Still, that we were going somewhere was exciting news. We robots had been stuck here in the lab for several months with the same human and robot friends around us.  Some of us, Alice and I for example, were becoming less friendly with every passing day.

“Why are we going to Texas, Qbo?” I asked, even though it galled me,  Ras Robot, the most highly developed robot at the Robot App Store—and anywhere else in the universe for that matter—to be scooped by a robot as primitive as Qbo.  

“We?” Qbo answered, spinning slowly now. “Is ‘we’ the same as ‘us?’  

No sense trying to explain the intricacies of English grammar to a humble unit like Qbo.  “No Qbo, not exactly the same as us.”
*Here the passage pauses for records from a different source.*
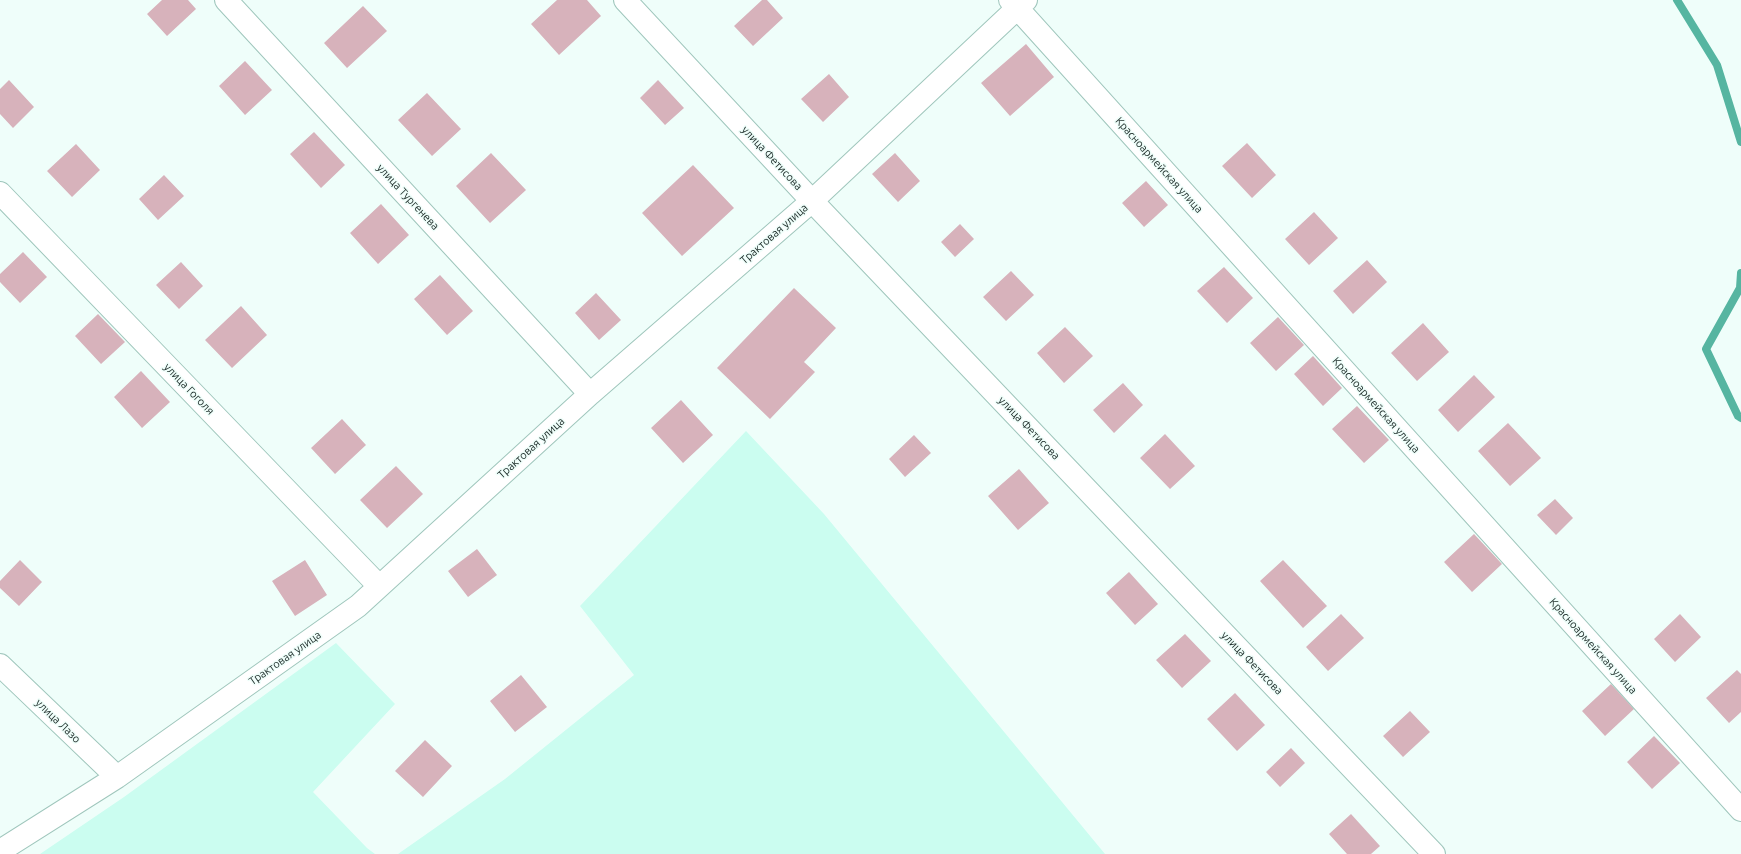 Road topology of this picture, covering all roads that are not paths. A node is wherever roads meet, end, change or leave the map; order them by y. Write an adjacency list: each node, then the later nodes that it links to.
1 (226, 0): 6 (street, улица Тургенева)
2 (625, 0): 5 (street, улица Фетисова)
3 (1018, 3): 5 (street, Трактовая улица); 10 (street, Красноармейская улица)
4 (0, 193): 7 (street, улица Гоголя)
5 (812, 201): 6 (street, Трактовая улица); 12 (street, улица Фетисова)
6 (590, 394): 7 (street, Трактовая улица)
7 (379, 586): 9 (street, Трактовая улица)
8 (0, 665): 9 (street, улица Лазо)
9 (117, 777): 11 (street, Трактовая улица)
10 (1741, 810)
11 (0, 851)
12 (1434, 854)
Qbo paused to think. “Oh, I think I used the wrong word, Ras.  ’We’ are not going; just the four of ‘us’ are going: NAO, AR DRONE, DARwin-OP and Qbo.  The four of us are part of a Robot Lab Box.  Us are on our way to the Cedar Hills Independent School District outside of Dallas Texas to show what The BOX can do.”

“No Qbo. The correct syntax is ’We are on our way…’”  OK, I know it was a petty victory, but Qbo’s ability to learn makes him think he is perfect. Of course that annoys those of us that really are perfect. 

And yes, I knew all about The BOX.  I had been instrumental in its design. The Chief Designer couldn’t have done it without me. The BOX is a great STEM tool, especially for demonstrating math concepts that would otherwise only be viewed in the abstract—-or on a lifeless blackboard.  And no blackboard could illustrate the beauty of a quadratic equation as well as could AR DRONE on a digital tablet while bobbing, dipping and hovering above the children’s heads. 

I could not give Qbo the satisfaction of knowing that he had irritated me, Ras Robot, the first post-Singularity being. I simply walked away and stomped into the Chief Designer’s office.

“Chief Designer, it is illogical that Ras Robot, your most transcendent creation, stays behind while you take four other lesser robots to Texas.”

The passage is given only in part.